Data excerpts
────
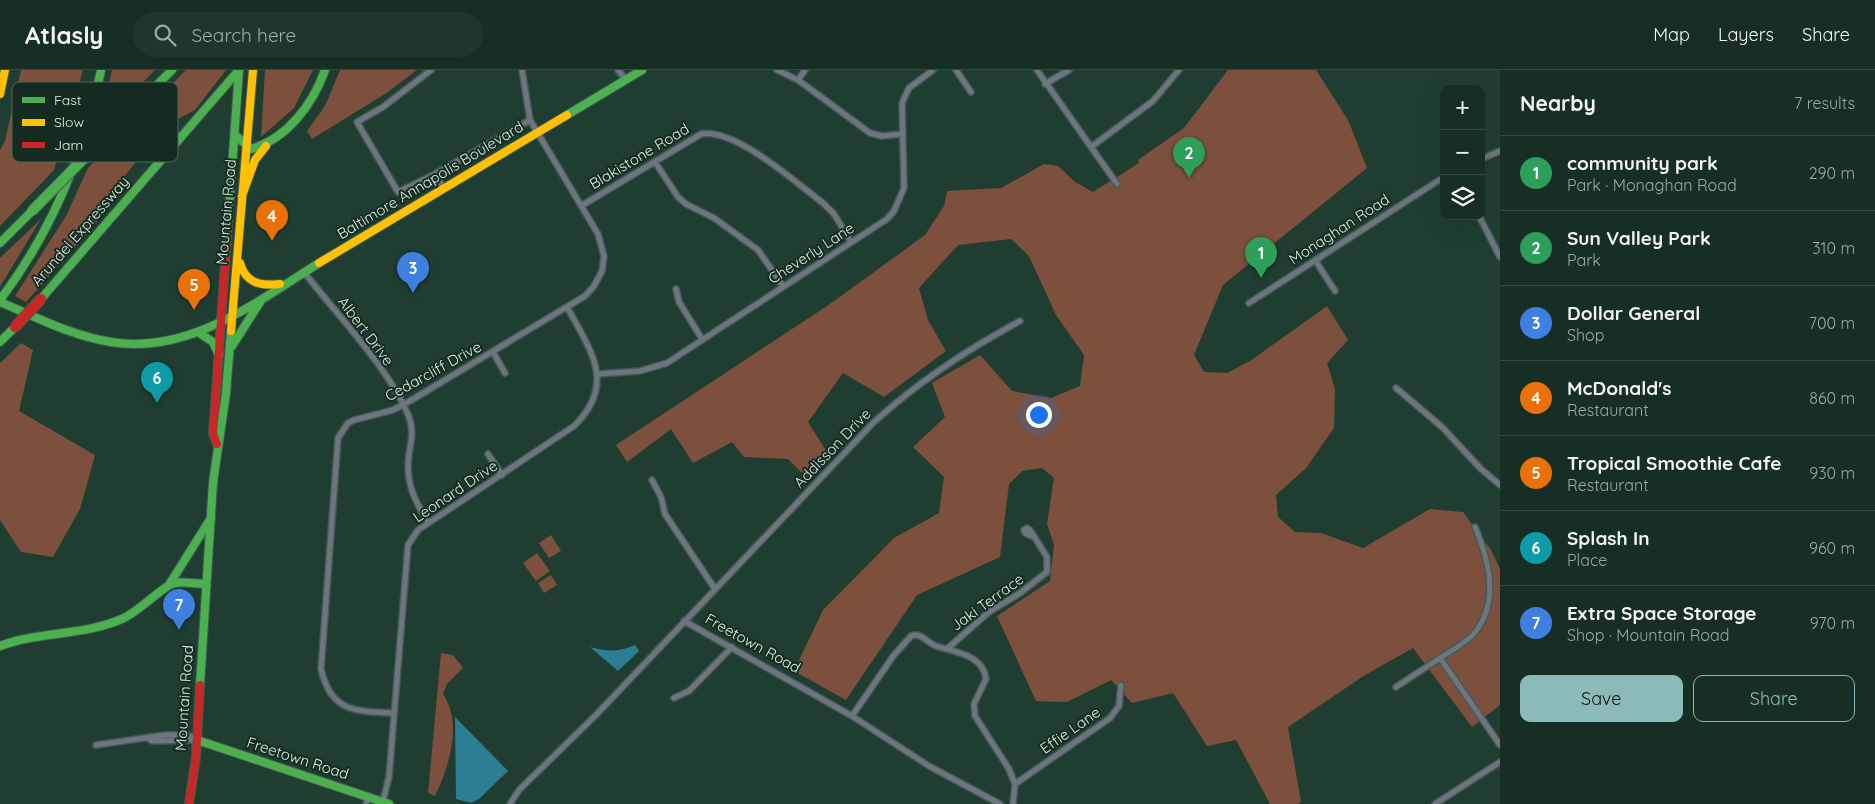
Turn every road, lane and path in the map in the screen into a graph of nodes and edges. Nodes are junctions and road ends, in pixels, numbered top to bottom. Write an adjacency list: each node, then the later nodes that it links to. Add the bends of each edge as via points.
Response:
1 (5, 70): 22 (main road)
2 (172, 70): 19 (main road, bridge)
3 (239, 70): 25 (main road, Mountain Road); 27 (main road, Arundel Expressway, bridge)
4 (253, 70): 30 (main road, Mountain Road)
5 (325, 70): 28 (main road, via 311,102)
6 (431, 70): 37 (street, via 383,107 357,122 398,192)
7 (522, 70): 23 (street)
8 (618, 70): 17 (street)
9 (642, 70): 17 (main road, Baltimore Annapolis Boulevard)
10 (777, 70): 18 (street)
11 (805, 70): 18 (street)
12 (933, 70): 26 (street, Cheverly Lane, via 916,81 904,95 900,112)
13 (956, 70): 21 (street)
14 (1037, 70): 20 (street)
15 (1069, 70): 20 (street)
16 (1179, 70): 29 (street, via 1153,101)
17 (626, 80): 24 (main road, Baltimore Annapolis Boulevard)
18 (798, 80): 26 (street, via 870,133 882,136)
19 (160, 82)
20 (1046, 84): 29 (street)
21 (971, 92)
22 (0, 94)
23 (530, 120): 24 (street, Cedarcliff Drive); 37 (street)
24 (538, 133): 40 (main road, Baltimore Annapolis Boulevard); 42 (street, Cedarcliff Drive)
25 (234, 134): 30 (main road); 58 (main road, Mountain Road)
26 (902, 134): 44 (street, Cheverly Lane, via 905,177 900,200 887,218)
27 (178, 140)
28 (269, 142): 30 (main road, via 256,149); 41 (main road, via 255,160)
29 (1091, 147): 39 (street)
30 (247, 148): 41 (main road, Mountain Road)
31 (1500, 151): 32 (street)
32 (1485, 157)
33 (75, 162): 55 (main road, via 39,241)
34 (81, 162): 45 (main road, bridge)
35 (159, 162): 62 (main road, Arundel Expressway, bridge)
36 (655, 162): 42 (street, Blakistone Road); 44 (street, Blakistone Road, via 701,134 723,136 751,151 823,204 834,214); 51 (street, via 678,197 758,250)
37 (435, 174): 40 (street)
38 (1440, 180): 48 (street, Monaghan Road)
39 (1118, 184)
40 (444, 189): 49 (main road, Baltimore Annapolis Boulevard)
41 (242, 196): 46 (main road, Mountain Road)
42 (581, 206): 57 (street, Cedarcliff Drive, via 602,244 602,272 594,286)
43 (1481, 220): 47 (street)
44 (851, 242): 51 (street, Cheverly Lane)
45 (0, 243)
46 (238, 251): 50 (main road, via 242,273 248,282 263,286); 58 (main road, Mountain Road)
47 (1500, 257)
48 (1315, 260): 53 (street); 56 (street, Monaghan Road)
49 (304, 272): 50 (main road, Baltimore Annapolis Boulevard); 69 (street, Albert Drive, via 377,364)
50 (284, 284): 54 (main road, Baltimore Annapolis Boulevard)
51 (783, 286): 61 (street, Cheverly Lane)
52 (676, 288): 61 (street, via 679,302)
53 (1334, 291)
54 (264, 295): 58 (main road, Baltimore Annapolis Boulevard); 63 (main road)
55 (0, 301): 60 (main road, Baltimore Annapolis Boulevard, via 84,336 115,343 148,345)
56 (1249, 303)
57 (567, 307): 64 (street, Cedarcliff Drive); 67 (street, Leonard Drive, via 590,348)
58 (228, 316): 60 (main road, Baltimore Annapolis Boulevard); 63 (main road, Mountain Road); 65 (main road, Mountain Road)
59 (1020, 321): 81 (street, Addisson Drive, via 981,342 900,399 874,422)
60 (198, 332): 65 (main road, via 213,342)
61 (702, 339): 67 (street, Cheverly Lane, via 656,368)
62 (0, 342)
63 (229, 350): 70 (main road, Mountain Road, via 221,435)
64 (492, 352): 66 (street); 69 (street, Cedarcliff Drive)
65 (220, 356): 70 (main road, Mountain Road, via 213,434)
66 (505, 373)
67 (598, 374): 72 (street, Leonard Drive, via 594,398 582,418)
68 (1396, 388): 74 (street)
69 (403, 406): 76 (street, Albert Drive, via 412,429 409,485); 90 (street, Cedarcliff Drive, via 354,420 338,438 322,668 327,689 340,703 355,710)
70 (217, 444): 75 (main road, Mountain Road)
71 (488, 454): 72 (street)
72 (502, 475): 76 (street, Leonard Drive)
73 (652, 480): 81 (street, via 665,514)
74 (1500, 485)
75 (211, 518): 79 (main road, Mountain Road); 80 (main road)
76 (428, 522): 90 (street, Leonard Drive, via 413,536 406,555)
77 (1475, 527): 86 (street, via 1493,569 1495,590 1490,612 1473,636)
78 (1031, 536): 85 (street, Jaki Terrace, via 1047,557 1047,572 989,612)
79 (206, 584): 80 (main road, via 178,582); 92 (main road, Mountain Road)
80 (168, 587): 83 (main road, via 148,605 117,621 29,637)
81 (715, 589): 82 (street, Addisson Drive)
82 (684, 621): 84 (street, Freetown Road); 100 (street, Freetown Road)
83 (0, 646)
84 (732, 647): 89 (street, via 689,691); 91 (street, Freetown Road)
85 (948, 648): 91 (street, Jaki Terrace, via 936,646 920,635 911,636); 96 (street, via 973,658 983,670 985,684 974,704 975,716 1004,759)
86 (1440, 658): 88 (street); 94 (street)
87 (1122, 685): 96 (street, Effie Lane, via 1119,706 1110,718)
88 (1396, 687)
89 (674, 698)
90 (394, 713): 98 (street, Leonard Drive)
91 (852, 716): 101 (street, Freetown Road, via 929,766)
92 (197, 740): 93 (street, via 149,739); 97 (main road, Freetown Road); 99 (main road, Mountain Road)
93 (96, 745)
94 (1500, 745)
95 (1500, 762): 103 (street)
96 (1015, 784): 102 (street)
97 (367, 800): 98 (main road, Freetown Road)
98 (386, 803)
99 (189, 804)
100 (510, 804)
101 (1000, 804)
102 (1013, 804)
103 (1435, 804)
────
Work task:
Among the lines above, count those containing "Freetown", and give only the number.

Problem solution:
5